Libertarians: The Colorado Times Recorder has an article titled, “Colorado Libertarians Learn How to Win Elections.” I’m not sure why a hyper-left, hyper-partisan site cares about that (maybe because Libertarians sometimes hurt Republicans?). Anyway, as I replied, “If the key point of advice wasn’t ‘quit the Libertarian Party and join a major party’ this is all just bullshit.”
Nuclear: There’s a bill, 1080, calling for a study “on the feasibility of using small modular nuclear reactors as a carbon-free energy source in the state,” Krista Kafer writes.
Antisemitism: Students report that someone glued “pork products onto the door to a [Jewish] student’s dorm room.”
Boebert: Adam Frisch intends to challenge Lauren Boebert again. Republicans are in real trouble with this seat, and deservedly so.
Transgender: The legislature quickly killed a Republican bill (1098) to exclude transgender participation in sports. See Brianna Titone’s statement. My take: Although I see some room for restrictions at the highest levels of certain sports, a general ban is stupid.
Guns: Duh: “Bans or restrictions that specifically target ‘assault weapons’ increase demand for handguns, which are associated with the vast majority of firearm-related violence.” See my recent article on the Colorado proposal.
Charter School: A “new Denver Public Schools charter school expected to open soon, with a mission that emphasizes Black excellence,” 9News reports. I wish the school well. But I’m a little nervous about some of its advertising. It says, “5280 Freedom School is where Black people are loved, valued, safe, and free to be themselves in a place where students become leaders for social change.” As I mentioned, “It goes without saying that a public school advertising itself as a place ‘where White people are loved, valued, safe, and free to be themselves’ would not go over well.”

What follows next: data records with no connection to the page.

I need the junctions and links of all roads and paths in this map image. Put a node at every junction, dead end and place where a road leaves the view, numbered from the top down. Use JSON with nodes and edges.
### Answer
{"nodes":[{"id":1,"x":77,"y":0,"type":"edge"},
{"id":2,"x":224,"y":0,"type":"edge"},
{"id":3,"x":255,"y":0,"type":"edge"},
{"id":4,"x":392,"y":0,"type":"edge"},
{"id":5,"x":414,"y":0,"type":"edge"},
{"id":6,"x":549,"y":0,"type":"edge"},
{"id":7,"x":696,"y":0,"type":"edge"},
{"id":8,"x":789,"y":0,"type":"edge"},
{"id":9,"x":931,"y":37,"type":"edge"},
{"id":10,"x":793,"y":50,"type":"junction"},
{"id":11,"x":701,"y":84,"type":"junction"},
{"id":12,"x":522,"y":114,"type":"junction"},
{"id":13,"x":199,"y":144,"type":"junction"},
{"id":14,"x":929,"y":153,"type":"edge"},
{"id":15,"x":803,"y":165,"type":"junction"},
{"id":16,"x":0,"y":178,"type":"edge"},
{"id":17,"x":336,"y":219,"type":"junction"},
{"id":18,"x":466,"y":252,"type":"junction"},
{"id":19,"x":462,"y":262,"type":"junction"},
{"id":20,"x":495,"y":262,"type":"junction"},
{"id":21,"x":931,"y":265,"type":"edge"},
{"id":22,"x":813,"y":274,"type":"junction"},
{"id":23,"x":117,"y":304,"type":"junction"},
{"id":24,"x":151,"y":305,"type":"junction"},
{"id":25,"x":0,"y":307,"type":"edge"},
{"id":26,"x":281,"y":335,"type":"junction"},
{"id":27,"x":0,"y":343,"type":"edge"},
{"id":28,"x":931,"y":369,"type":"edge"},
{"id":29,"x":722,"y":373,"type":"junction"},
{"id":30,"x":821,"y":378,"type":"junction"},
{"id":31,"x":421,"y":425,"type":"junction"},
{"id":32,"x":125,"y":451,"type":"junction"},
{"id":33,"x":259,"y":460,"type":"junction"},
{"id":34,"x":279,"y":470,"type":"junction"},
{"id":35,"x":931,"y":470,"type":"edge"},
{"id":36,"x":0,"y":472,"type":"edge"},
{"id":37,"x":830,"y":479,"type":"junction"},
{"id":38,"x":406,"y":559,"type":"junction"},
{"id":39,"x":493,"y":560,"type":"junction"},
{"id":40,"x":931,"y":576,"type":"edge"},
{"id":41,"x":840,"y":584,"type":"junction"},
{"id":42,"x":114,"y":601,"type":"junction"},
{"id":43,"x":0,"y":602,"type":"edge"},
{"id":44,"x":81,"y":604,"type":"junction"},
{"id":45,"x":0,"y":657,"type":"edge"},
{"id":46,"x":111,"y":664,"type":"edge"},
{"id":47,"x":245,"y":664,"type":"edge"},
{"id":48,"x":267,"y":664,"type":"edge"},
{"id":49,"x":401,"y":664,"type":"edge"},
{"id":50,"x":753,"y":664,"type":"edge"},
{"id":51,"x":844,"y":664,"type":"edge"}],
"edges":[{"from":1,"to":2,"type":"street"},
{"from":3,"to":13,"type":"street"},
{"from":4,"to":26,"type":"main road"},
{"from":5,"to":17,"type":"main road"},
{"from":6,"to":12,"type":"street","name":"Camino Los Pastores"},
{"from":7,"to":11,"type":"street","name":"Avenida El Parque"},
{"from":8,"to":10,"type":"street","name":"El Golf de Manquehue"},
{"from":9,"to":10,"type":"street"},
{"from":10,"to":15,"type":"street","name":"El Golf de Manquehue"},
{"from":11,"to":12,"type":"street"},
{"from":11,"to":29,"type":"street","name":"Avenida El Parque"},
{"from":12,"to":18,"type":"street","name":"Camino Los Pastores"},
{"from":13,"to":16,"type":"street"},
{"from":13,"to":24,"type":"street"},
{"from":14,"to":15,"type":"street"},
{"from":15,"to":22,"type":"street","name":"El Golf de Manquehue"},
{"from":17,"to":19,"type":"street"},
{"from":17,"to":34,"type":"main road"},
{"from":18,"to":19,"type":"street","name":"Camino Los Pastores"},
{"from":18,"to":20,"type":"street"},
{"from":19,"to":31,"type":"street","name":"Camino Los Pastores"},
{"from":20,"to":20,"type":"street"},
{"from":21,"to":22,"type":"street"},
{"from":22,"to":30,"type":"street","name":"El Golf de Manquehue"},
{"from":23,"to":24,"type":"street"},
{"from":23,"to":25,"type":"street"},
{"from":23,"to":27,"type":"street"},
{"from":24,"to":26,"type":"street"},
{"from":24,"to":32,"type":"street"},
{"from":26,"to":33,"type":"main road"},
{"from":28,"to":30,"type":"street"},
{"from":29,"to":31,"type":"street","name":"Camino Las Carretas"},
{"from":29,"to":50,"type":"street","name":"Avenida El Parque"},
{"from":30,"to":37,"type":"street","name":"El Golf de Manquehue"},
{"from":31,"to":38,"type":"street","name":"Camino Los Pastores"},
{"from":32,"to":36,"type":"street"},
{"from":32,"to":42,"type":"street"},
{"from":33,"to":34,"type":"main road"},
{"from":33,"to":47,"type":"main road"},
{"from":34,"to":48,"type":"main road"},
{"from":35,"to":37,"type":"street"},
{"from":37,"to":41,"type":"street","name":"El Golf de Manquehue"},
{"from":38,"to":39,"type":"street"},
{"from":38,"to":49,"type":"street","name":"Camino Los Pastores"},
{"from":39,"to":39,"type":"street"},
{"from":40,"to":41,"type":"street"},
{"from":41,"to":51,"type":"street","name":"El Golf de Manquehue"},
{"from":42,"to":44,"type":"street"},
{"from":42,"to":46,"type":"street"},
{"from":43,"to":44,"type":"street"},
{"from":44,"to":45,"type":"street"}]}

Crisis Centers: Allegedly some anti-abortion “crisis” pregnancy centers “use deceptive advertising and promote the use of unproven medical treatments,” reports the Denver Post. I haven’t studied the matter enough to have an opinion. Anyway, there’s a legislative effort to crack down on them. In principle, government has a rightful interest in going after fraud.
Conversion Therapy: The Gazette published a strange article about the “debate” over gay “conversion therapy,” as Colorado Pols reviews. My take: Such therapy is abusive and properly restricted. However, it is interesting that some people are dead-sure that “conversion therapy” for minors always is wrong but that “gender-affirming care” for minors always is okay.